What must never be compromised when you lead change?

Most change efforts fail quietly. They stall in middle management meetings, drown staff in noise, or wear out key people. The fix is not more slides. It is a short list of things you refuse to trade away when pressure hits. Here are the non‑negotiables I look for before I call a change program real. Let me know what you would add.

1. Active, visible and credible executive sponsorship

Every successful program I have seen had leaders who showed up early, often and in person. Prosci’s 25‑year longitudinal benchmarking shows active and visible sponsorship is the top success contributor and improves the odds of meeting objectives multiples over weak sponsorship.

Peer‑reviewed research backs this. A multilevel study in the Journal of Organizational Change Management found followers’ commitment to change rose when leaders modelled commitment themselves and gave individual support. In short, if leaders are lukewarm, stakeholders will be too.

2. A clear, honest case for change that people can repeat

People do not back what they do not understand. PwC’s 2024 Global Workforce Hopes and Fears Survey reports that many workers feel overwhelmed by too much change at once and 44 percent say they do not understand why change is needed. Leaders must close that gap or adoption will lag.
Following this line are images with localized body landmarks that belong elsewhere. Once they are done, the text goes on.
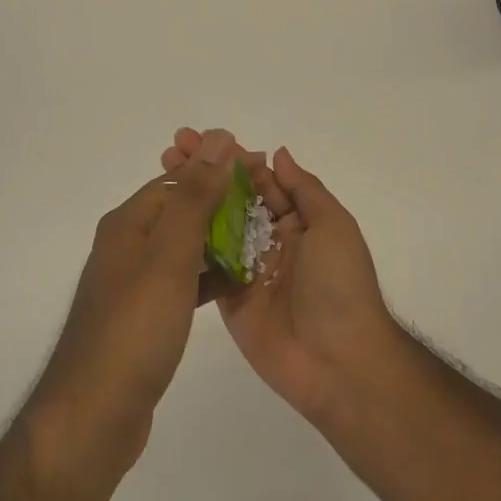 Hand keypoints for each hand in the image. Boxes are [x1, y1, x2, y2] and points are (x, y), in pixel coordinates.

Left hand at [29, 129, 243, 480]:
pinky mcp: (146, 318)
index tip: (262, 167)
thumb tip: (218, 138)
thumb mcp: (168, 255)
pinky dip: (210, 277)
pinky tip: (239, 284)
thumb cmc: (134, 328)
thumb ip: (194, 197)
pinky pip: (184, 283)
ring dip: (220, 239)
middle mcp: (127, 247)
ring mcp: (135, 285)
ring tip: (263, 239)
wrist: (95, 414)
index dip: (219, 170)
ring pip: (185, 248)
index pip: (179, 180)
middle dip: (224, 202)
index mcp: (128, 224)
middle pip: (182, 210)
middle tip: (270, 203)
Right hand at [161, 131, 402, 423]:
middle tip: (170, 152)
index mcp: (297, 222)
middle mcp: (270, 241)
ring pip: (214, 229)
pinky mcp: (229, 298)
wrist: (339, 361)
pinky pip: (206, 267)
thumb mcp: (333, 227)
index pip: (259, 181)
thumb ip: (304, 190)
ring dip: (190, 203)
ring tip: (160, 178)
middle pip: (232, 200)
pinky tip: (160, 223)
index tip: (198, 139)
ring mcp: (247, 270)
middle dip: (204, 175)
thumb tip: (277, 154)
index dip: (230, 160)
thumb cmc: (340, 286)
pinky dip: (186, 245)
Transformation leaders who clearly link change to value outperform laggards. BCG analysis shows top performers articulate a specific case for change, cascade it, and back it with a communication roadmap and feedback loops.

3. Two‑way communication, not broadcast

Change communication fails when it is one way and overly polished. Deloitte’s Change Management Playbook stresses engaging people as agents in the journey, not passive recipients.
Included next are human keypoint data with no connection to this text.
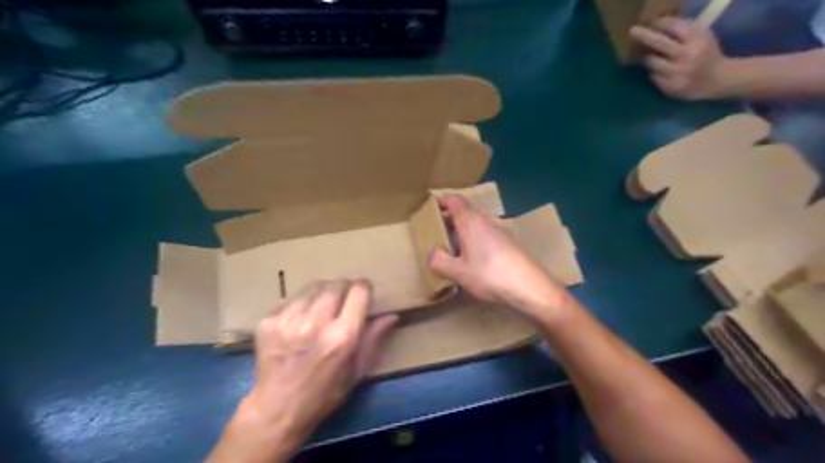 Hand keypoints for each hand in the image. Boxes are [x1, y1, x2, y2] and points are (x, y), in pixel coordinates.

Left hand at [209, 278, 396, 461]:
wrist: (278, 409)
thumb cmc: (325, 393)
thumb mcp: (357, 371)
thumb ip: (374, 339)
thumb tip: (392, 315)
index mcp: (343, 337)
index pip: (359, 291)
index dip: (364, 288)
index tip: (364, 292)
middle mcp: (316, 324)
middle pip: (336, 285)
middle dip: (344, 287)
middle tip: (344, 298)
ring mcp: (289, 321)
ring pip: (313, 287)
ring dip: (323, 292)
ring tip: (322, 306)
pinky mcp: (268, 322)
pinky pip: (291, 298)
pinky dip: (301, 303)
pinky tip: (300, 319)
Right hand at [425, 196, 568, 321]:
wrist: (531, 287)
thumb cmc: (491, 275)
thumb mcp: (458, 272)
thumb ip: (439, 260)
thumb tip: (431, 251)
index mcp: (471, 222)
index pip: (455, 200)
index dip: (441, 201)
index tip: (429, 208)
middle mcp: (486, 222)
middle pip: (465, 212)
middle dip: (449, 220)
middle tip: (436, 233)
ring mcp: (500, 232)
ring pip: (476, 225)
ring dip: (462, 232)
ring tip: (451, 249)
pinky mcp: (509, 244)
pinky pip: (485, 236)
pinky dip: (474, 241)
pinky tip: (473, 260)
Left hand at [629, 16, 730, 99]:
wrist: (716, 80)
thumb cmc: (706, 54)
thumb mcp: (702, 36)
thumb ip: (684, 30)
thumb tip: (659, 24)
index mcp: (697, 40)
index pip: (674, 27)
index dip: (660, 24)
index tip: (652, 23)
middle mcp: (686, 56)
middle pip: (659, 43)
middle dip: (644, 36)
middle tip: (632, 31)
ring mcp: (676, 73)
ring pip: (651, 62)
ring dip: (648, 57)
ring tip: (650, 56)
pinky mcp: (669, 87)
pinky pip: (653, 76)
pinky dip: (654, 72)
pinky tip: (660, 70)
Gartner finds organisations that adopt an open, participative change approach see lower change fatigue and are far more likely to succeed. Two‑way conversations through which employees “co‑pilot” the change cut fatigue risk and raise intent to stay.

4. Involve employees in shaping and planning the work

Employee co‑creation is more than a feel‑good extra. McKinsey shows team‑centric transformations that activate cross‑functional groups tied to real value can drive material efficiency gains.

BCG similarly finds that transformation leaders engage employees to develop the plan and embed behaviours locally, which increases engagement and realised value.

5. Protect people and capacity.

Too many overlapping initiatives create change fatigue and burnout. PwC’s workforce data shows employees are experiencing multiple simultaneous changes and rising stress.

Gartner reports employee willingness to support change has collapsed compared with 2016 and that fatigue sharply reduces retention intent. Gartner

Peer‑reviewed evidence from Scientific Reports links change fatigue and low resilience to higher burnout in high‑change environments. Leaders who build resilience and manage workload reduce the burn.

6. Dedicated talent, time and role clarity

Bain’s 2024 Transformation & Change Survey found 88 percent of large business transformations miss their original ambition. Those that succeed avoid overloading top talent, staff mission‑critical roles with the right capability, and often appoint a Chief Transformation Officer. Giving key people protected time matters.

Prosci benchmarking also shows that assigning dedicated change resources (not side‑of‑desk work) correlates with higher effectiveness.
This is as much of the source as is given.